7. Rediscovering home faith practices
In 2020, our homes became our sanctuaries, and parents took on the role of Sunday school teachers. This renewed attention to how we practice faith at home has revealed that many of us, particularly in mainline Protestant traditions, are a bit “out of practice” in this regard. For congregations seeking more effective approaches to faith development, particularly for children and youth, 2020 may have revealed one of the missing puzzle pieces — the need to equip people for meaningful personal devotions and help them foster faith within their homes and families.

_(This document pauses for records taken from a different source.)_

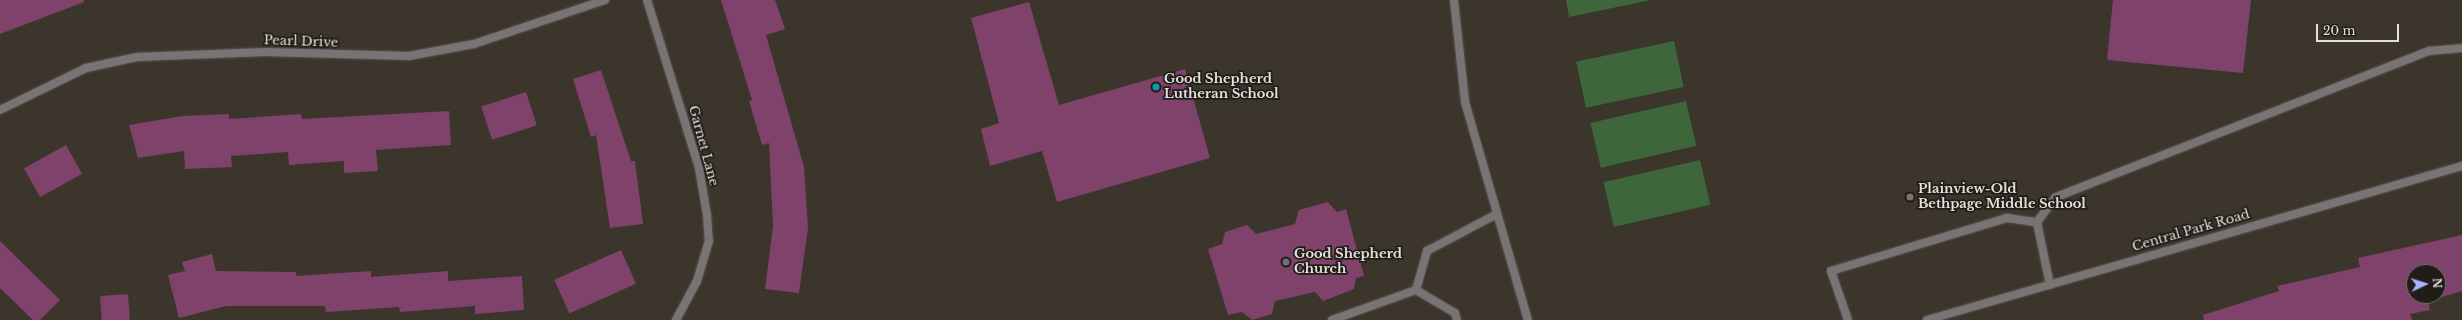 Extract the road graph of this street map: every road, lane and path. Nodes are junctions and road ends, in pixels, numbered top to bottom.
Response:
1 (605, 0) edge
2 (647, 0) edge
3 (1454, 0) edge
4 (2462, 48) edge
5 (0, 110) edge
6 (2462, 166) edge
7 (1498, 214) junction
8 (2037, 222) junction
9 (2050, 285) junction
10 (1416, 290) junction
11 (676, 320) edge
12 (1332, 320) edge
13 (1457, 320) edge
14 (1528, 320) edge
15 (1848, 320) edge
16 (1927, 320) edge

1 - 5 street, Pearl Drive
2 - 11 street, Garnet Lane
3 - 7 street
4 - 8 street
6 - 9 street, Central Park Road
7 - 10 street
7 - 14 street
8 - 9 street
8 - 15 street
9 - 16 street, Central Park Road
10 - 12 street
10 - 13 street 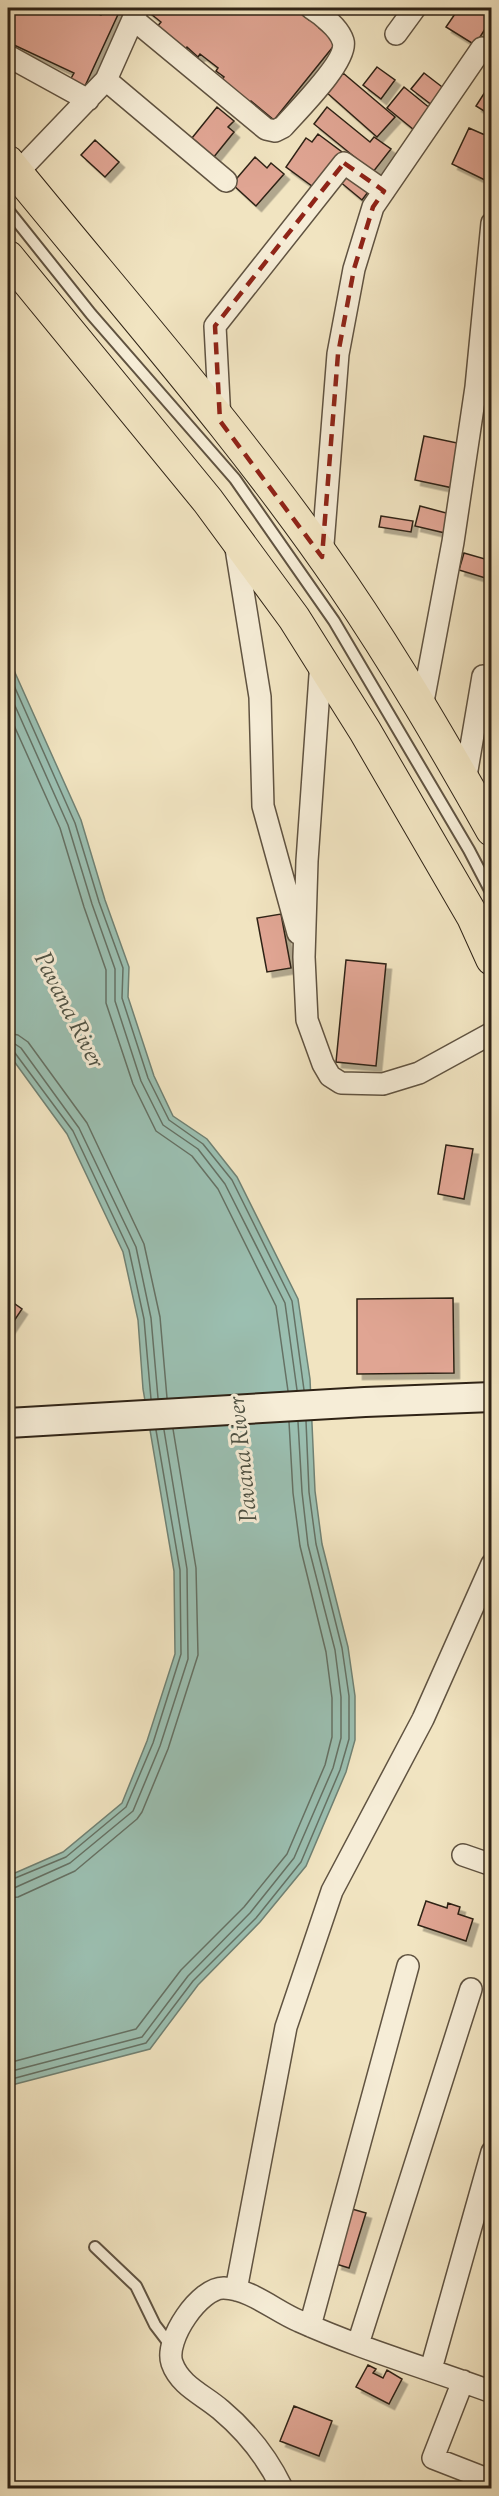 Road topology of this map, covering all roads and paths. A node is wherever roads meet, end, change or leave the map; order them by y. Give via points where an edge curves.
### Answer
1 (312, 8) edge
2 (415, 8) edge
3 (136, 13) edge
4 (396, 34) dead end
5 (482, 48) dead end
6 (8, 56) edge
7 (106, 80) junction
8 (88, 100) junction
9 (12, 168) edge
10 (226, 181) dead end
11 (384, 190) junction
12 (8, 210) edge
13 (492, 223) edge
14 (8, 257) edge
15 (220, 422) junction
16 (235, 538) junction
17 (322, 557) junction
18 (321, 661) junction
19 (492, 678) edge
20 (422, 707) junction
21 (465, 782) junction
22 (492, 830) edge
23 (492, 894) edge
24 (304, 957) junction
25 (492, 959) edge
26 (492, 1034) edge
27 (492, 1397) edge
28 (8, 1423) edge
29 (492, 1563) edge
30 (463, 1855) dead end
31 (492, 1865) edge
32 (408, 1966) dead end
33 (471, 1989) dead end
34 (492, 2152) edge
35 (95, 2247) dead end
36 (236, 2290) junction
37 (310, 2326) junction
38 (358, 2344) junction
39 (171, 2346) junction
40 (431, 2369) junction
41 (464, 2381) junction
42 (492, 2392) edge
43 (492, 2481) edge
44 (282, 2488) edge

1 - 3 street via 338,32 343,42 340,59 283,127 274,131 266,129
2 - 4 street
3 - 7 street
5 - 11 street
6 - 8 street
7 - 8 street
7 - 10 street
8 - 9 street
9 - 15 main road
11 - 15 street via 344,162 215,326
11 - 17 street via 373,207 354,269 338,354
12 - 23 lane via 91,314 235,479 334,621
13 - 20 street via 471,422
14 - 16 main road
15 - 17 main road
16 - 18 main road
16 - 24 street via 260,697 263,806
17 - 20 main road
18 - 24 street
18 - 25 main road via 467,907
19 - 21 street via 483,676
20 - 21 main road
21 - 22 main road
24 - 26 street via 307,1020 323,1064 330,1076 341,1083 383,1084 400,1080
27 - 28 main road
29 - 36 street via 423,1719 332,1891 286,2027
30 - 31 street
32 - 37 street
33 - 38 street
34 - 40 street
35 - 39 lane via 136,2286 155,2325
36 - 37 street
36 - 39 street via 215,2289 205,2296 176,2332
37 - 38 street
38 - 40 street
39 - 44 street via 171,2362 183,2382 221,2410 260,2451
40 - 41 street
41 - 42 street
41 - 43 street via 433,2458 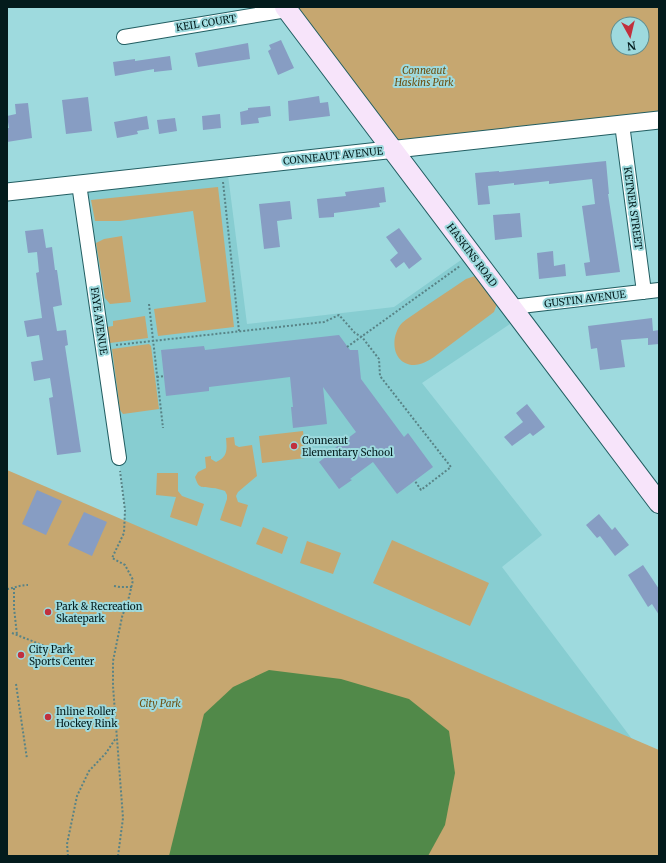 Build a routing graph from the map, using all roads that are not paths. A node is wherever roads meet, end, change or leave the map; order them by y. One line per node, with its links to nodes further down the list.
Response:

8. Reclaiming leadership on racial justice
The experiences of 2020 also brought renewed attention to questions of racial justice, particularly following the death of George Floyd. Some churches have taken the opportunity to reexamine racial equity through the new lenses of anti-racism and Black Lives Matter. However, the church for the most part continues to be divided racially even as the nation grows closer with each successive generation to a time when the nonwhite population is no longer a minority. The church has an opportunity to provide prophetic, relevant leadership on what is perhaps the most pressing public issue of our day. Will we claim this calling? Or forfeit the opportunity to provide much-needed moral leadership?
Expect even more change
Within our churches, as in our communities, there is a palpable longing for a return to normalcy. But it is unlikely that 2020’s rollercoaster ride will come full circle and let us off where we got on. Our eyes have been opened to new possibilities, new patterns of relationship, and new ways of being together. Many of these changes are hopeful. But looking to the experience of other sectors that have migrated online (news and journalism, for example), new patterns of engagement and new approaches to economic sustainability are likely to emerge as the church ventures further into the digital sphere. The most important trendline we see as we look toward 2021 and beyond is that change is likely to beget even more change.